Thursday, May 4, 2017

The Yellow Bandanna

When I was about 6 or 7, I saw this magic show at a dinky kiddy theme park that I absolutely loved. About halfway through the show, the magician pulled out this correspondence course envelope and announces that he will be learning how to perform...

The Yellow Bandanna!!! *cue fake applause and puppet yays*

The gimmick of the trick is that supposedly, the magician gets this really cool new magic trick kit in the mail with taped instructions, but instead of including the yellow bandanna, a yellow banana is included instead. The trick is turning the banana into the bandanna and making it all disappear. Overall, it's an extremely cheesy trick with lots of visual gags, and the taped instructions mean that the performer doesn't have to think up much of a patter.

Most people just saw a kinda stupid disappearing trick with a dumb pun as the premise. I took away something the magician probably didn't intend.

The fake instruction tape used in that trick "teaches" the performer about palming - using your hand (your palm) to conceal small objects. It's one of the most basic moves a magician ever learns, and is used in everything from massive stage magic to up-close sponge ball tricks. Despite the relative simplicity of the premise, it's difficult to learn how to pull off correctly because the real trick of palming something is not in hiding coins (or folded bananas) in your hand, it's the misdirection that keeps the audience form knowing that the thing was ever there.
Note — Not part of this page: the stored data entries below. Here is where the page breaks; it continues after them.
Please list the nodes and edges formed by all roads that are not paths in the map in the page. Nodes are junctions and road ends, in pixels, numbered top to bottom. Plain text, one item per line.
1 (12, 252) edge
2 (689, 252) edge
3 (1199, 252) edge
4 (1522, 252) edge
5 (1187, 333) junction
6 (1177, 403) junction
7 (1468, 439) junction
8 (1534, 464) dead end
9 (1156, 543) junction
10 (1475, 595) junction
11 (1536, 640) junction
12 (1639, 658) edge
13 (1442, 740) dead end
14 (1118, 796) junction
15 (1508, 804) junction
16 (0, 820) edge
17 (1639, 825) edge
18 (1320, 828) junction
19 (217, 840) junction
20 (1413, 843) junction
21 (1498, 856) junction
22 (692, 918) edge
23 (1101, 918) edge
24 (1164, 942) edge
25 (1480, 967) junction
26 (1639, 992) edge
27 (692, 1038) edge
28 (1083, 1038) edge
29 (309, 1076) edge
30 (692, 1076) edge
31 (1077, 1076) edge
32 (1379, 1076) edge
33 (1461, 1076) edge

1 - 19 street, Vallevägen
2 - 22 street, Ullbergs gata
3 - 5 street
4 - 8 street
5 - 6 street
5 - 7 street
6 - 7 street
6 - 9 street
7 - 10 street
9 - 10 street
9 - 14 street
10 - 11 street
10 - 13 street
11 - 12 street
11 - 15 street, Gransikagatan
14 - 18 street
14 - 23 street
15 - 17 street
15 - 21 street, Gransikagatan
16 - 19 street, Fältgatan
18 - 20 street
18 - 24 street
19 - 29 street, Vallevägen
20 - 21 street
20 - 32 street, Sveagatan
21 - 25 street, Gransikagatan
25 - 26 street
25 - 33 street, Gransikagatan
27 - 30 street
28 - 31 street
For whatever reason, this trick stuck with me after we got home. I'd sit in my room practicing palming and revealing quarters and pennies. Then I got brave.

My house has always had a pretty strict one-candy/cookie/desserty thing-only-after-you've-finished-dinner rule. Most of the time me and my siblings would draw from large Tupperware buckets of leftover Halloween candy, trying to discover that one last Reese's cup months after the holiday. One day, after asking permission to get my "bucket treat", I decided that I would try to sneak an extra piece of candy. I picked up and displayed a Three Musketeers bar (almost as good as a Reese's), and got the okay from my parents. While putting the lid back on my bucket, I slipped an extra Snickers bar out, palmed it as I walked back to my seat, ate my Three Musketeers bar, and asked to be excused. I took the Snickers bar out of my lap, palmed it in a fist that to me was obviously too tight, and hurried up to my room.

The extra candy bar was sweet with adrenaline-fueled goodness.

I hid the wrapper under some other trash, and thus began my prolific years-long career of petty larceny of candy and cookies. I now think my parents were aware of some of it (at the very least, I'm sure they had their suspicions) but I never got called out.

That was the first time that I started to break the walls of the panopticon and see that I was not always being watched - in fact, that most of the time, people don't notice what they aren't looking for. Over time, I used that knowledge and an expanding awareness of what people actually pay attention to to get away with doing basically what I wanted most of the time. I still do, to some extent (my friends will tell you I am a fantastic cheat at Munchkin). I've learned what I can get away with, and sometimes, it seems like I get away with way more than I should be able to.

Does this make me a bad person? I don't think so. I have definitely picked up some bad habits - it's way too easy to fall into them when one can be relatively certain of their own impunity. In a lot of ways, that has hurt me. On the flip side, I have gotten really good at knowing how to make people pay attention when I want them to.

My friend bemoans the fact that I'm not a magician. Sometimes, the tricks are just so much more fun to pull off without a stage.